== Information provided ==

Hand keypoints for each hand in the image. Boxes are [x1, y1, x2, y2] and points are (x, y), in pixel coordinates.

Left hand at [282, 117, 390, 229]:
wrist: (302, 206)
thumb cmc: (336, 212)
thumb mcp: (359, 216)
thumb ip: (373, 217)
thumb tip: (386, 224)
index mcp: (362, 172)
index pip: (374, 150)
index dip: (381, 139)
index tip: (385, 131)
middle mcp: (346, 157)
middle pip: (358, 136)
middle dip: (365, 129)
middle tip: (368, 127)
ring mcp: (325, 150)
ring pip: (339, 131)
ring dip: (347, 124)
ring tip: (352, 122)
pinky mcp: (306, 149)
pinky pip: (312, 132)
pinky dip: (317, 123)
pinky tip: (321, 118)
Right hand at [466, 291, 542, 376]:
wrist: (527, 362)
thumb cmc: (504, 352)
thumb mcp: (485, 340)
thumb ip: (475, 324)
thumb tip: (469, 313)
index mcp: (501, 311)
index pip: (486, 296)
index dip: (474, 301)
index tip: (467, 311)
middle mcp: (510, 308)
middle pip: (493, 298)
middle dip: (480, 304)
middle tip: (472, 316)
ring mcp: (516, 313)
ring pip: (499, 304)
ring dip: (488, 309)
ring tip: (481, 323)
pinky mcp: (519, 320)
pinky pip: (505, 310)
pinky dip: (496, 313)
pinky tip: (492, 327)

===
== Information provided ==

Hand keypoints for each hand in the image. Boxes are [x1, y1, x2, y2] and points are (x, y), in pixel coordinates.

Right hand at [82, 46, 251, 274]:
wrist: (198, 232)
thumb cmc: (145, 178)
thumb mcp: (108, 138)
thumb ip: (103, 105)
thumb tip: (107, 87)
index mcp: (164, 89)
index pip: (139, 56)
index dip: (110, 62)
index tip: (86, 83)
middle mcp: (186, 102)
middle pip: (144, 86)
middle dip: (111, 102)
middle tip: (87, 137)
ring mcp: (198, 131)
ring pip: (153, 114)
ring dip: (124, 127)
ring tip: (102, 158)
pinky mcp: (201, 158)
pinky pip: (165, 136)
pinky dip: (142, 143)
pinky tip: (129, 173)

===

From the records above, print exactly the lines that run from the line with "middle dip: (480, 304)" to the line with "pinky tip: (492, 327)", inclusive.

= Answer section =
middle dip: (480, 304)
middle tip: (472, 316)
ring mcp: (516, 313)
ring pip: (499, 304)
ring dip: (488, 309)
ring tip: (481, 323)
pinky mcp: (519, 320)
pinky pip: (505, 310)
pinky dip: (496, 313)
pinky tip: (492, 327)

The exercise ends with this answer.